While the Central Bucks School District School Board upheld Abdelwahab’s right to post freely on his social media, the pain of even having to defend their teacher in this way remains a dehumanizing reality for Ayata—now in her first year at Penn State University— and her classmates.
“It’s crazy that we even have to debate this,” said Ayata, “These are children, women, men, innocent people living on their land that was taken from them. When I say I’m pro-Palestinian, people think I’m this terrorist, but I’m the one saying, ‘Ceasefire now!’ We’re not numbers; these are human beings.”
“Last gasp of a particular story”
Many of the adults and organizations who brought about the charges against Abdelwahab continued to monitor the activities of the MSA. They identified other social media posts as concerning to school board meetings last spring. In May 2024, after the Department of Education launched its investigation into Abdelwahab, the school board discussed changing the school district’s social media policy.

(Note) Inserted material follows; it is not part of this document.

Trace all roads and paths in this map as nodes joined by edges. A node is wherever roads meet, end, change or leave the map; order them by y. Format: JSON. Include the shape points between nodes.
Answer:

While the board has defended the First Amendment rights of Bucks County students and faculty, the presence of the electronic billboard in June 2024 was a harsh reminder of the political influence outside of Bucks County during a heated election year. The billboard, which received funding from Pennsylvania billionaire and school choice advocate Jeff Yass, according to Tap Into Doylestown flashed between the accusations against Abdelwahab and “This is why Pennsylvania families deserve school choice.”In the face of outside influence and politicking, the community of allies around Abdelwahab and the MSA continued to support the club and their rights. CAIR Philadelphia has continued to share his story on its social media and created a petition to the Central Bucks School District to protect his employment and to “not waste any more taxpayer money on investigating false accusations.”

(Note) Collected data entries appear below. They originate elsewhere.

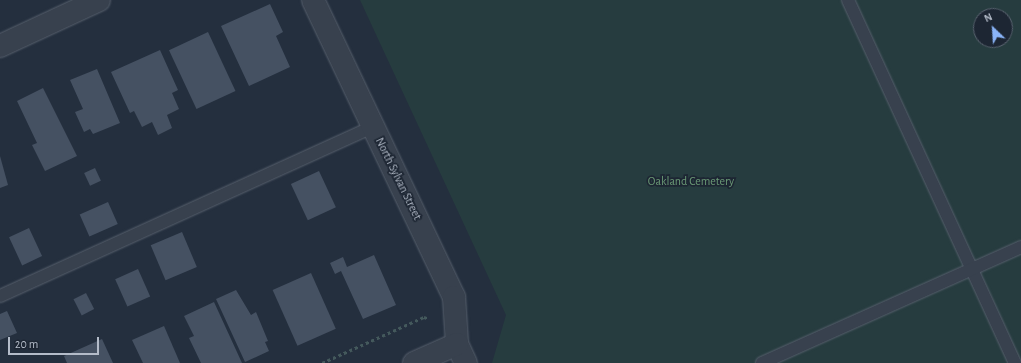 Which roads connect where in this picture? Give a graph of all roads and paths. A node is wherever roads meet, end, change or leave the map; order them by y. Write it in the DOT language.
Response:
graph roads {
  1 [pos="99,0"];
  2 [pos="313,0"];
  3 [pos="848,0"];
  4 [pos="0,46"];
  5 [pos="373,127"];
  6 [pos="1021,247"];
  7 [pos="974,270"];
  8 [pos="0,296"];
  9 [pos="432,321"];
  10 [pos="462,353"];
  11 [pos="322,363"];
  12 [pos="414,363"];
  13 [pos="762,363"];
  14 [pos="1015,363"];
  1 -- 4 [label="street"];
  2 -- 5 [label="street, North Sylvan Street"];
  3 -- 7 [label="lane"];
  5 -- 8 [label="lane"];
  5 -- 10 [label="street, North Sylvan Street"];
  6 -- 7 [label="lane"];
  7 -- 13 [label="lane"];
  7 -- 14 [label="lane"];
  9 -- 11 [label="path"];
  10 -- 12 [label="street"];
}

“It’s not about me or my feelings,” said Abdelwahab of the attacks. “At the end of the day, these kids’ voices are being silenced for presenting alternative views.”

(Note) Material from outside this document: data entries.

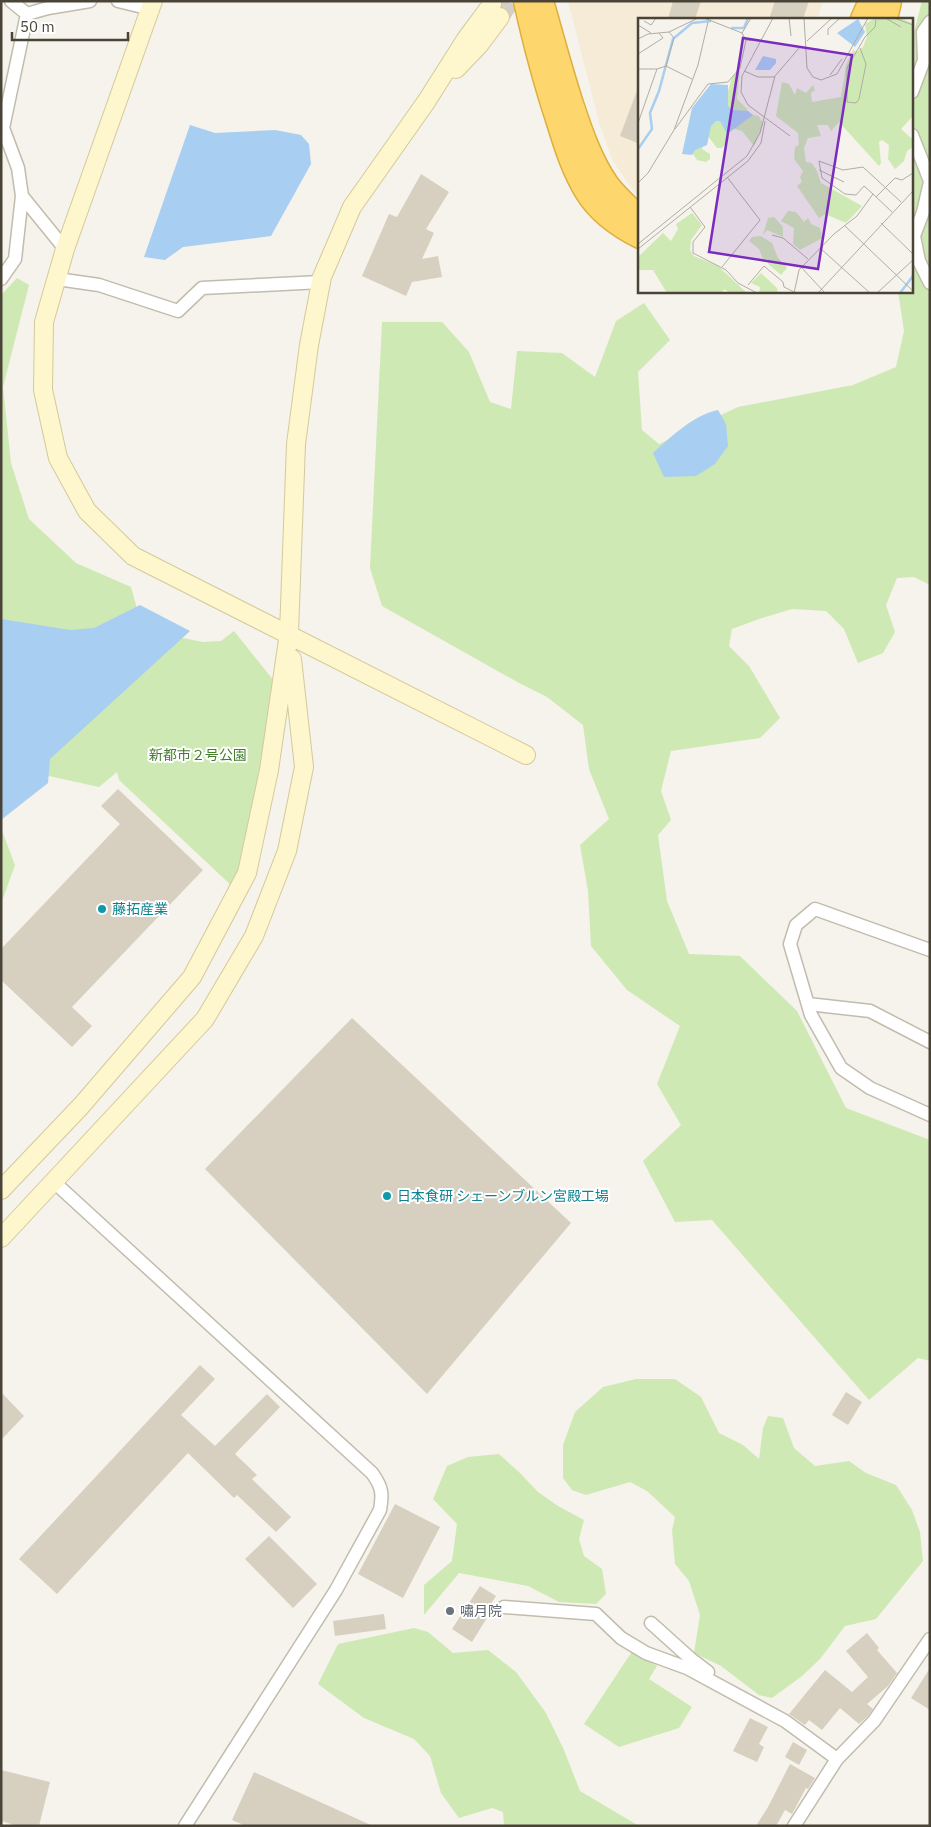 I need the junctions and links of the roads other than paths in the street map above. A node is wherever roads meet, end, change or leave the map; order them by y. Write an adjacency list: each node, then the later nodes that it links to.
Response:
1 (12, 1): 10 (street)
2 (90, 1): 10 (street)
3 (118, 1): 8 (street)
4 (525, 1): 19 (highway)
5 (542, 1): 18 (highway)
6 (870, 1): 11 (highway)
7 (890, 1): 12 (highway)
8 (152, 5): 20 (street)
9 (496, 10): 23 (street)
10 (27, 14): 17 (street)
11 (862, 18)
12 (886, 18)
13 (930, 22): 14 (street)
14 (914, 87)
15 (914, 140): 16 (street)
16 (930, 182): 24 (street)
17 (22, 196): 20 (street); 22 (street)
18 (638, 216)
19 (638, 235)
20 (65, 249): 21 (street)
21 (56, 279): 23 (street); 25 (street)
22 (1, 280)
23 (321, 282): 25 (street)
24 (930, 283)
25 (289, 633): 26 (street); 31 (street); 32 (street)
26 (526, 755)
27 (930, 950): 28 (street)
28 (808, 1004): 29 (street); 30 (street)
29 (930, 1042)
30 (930, 1115)
31 (54, 1182): 33 (street); 40 (street)
32 (1, 1190)
33 (1, 1238)
34 (504, 1607): 38 (street)
35 (651, 1624): 38 (street)
36 (930, 1639): 37 (street)
37 (926, 1653): 39 (street)
38 (716, 1684): 39 (street)
39 (837, 1759): 41 (street)
40 (185, 1826)
41 (794, 1826)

Abdelwahab and the MSA are working to move beyond last year while remaining aware of the increased scrutiny against Philadelphia high school teachers who support Palestine, as well as the heightened response of the University of Pennsylvania to peaceful protests and vigils for martyrs in Gaza and Lebanon. The MSA’s latest Instagram post may have the hopeful promise of “another year of fun,” but it is not without dedication to protecting the group’s rights of free speech and community in a district where it was attacked for months.
“I think it’s really brought a lot of awareness to Palestine, the history of the conflict and a lot of critical attention to the project of Zionism,” Hirji said of students raising their voices about genocide. “I hope that the trajectory continues and that some of what we’re seeing is the last gasp of an attempt to hold on to this particular story.”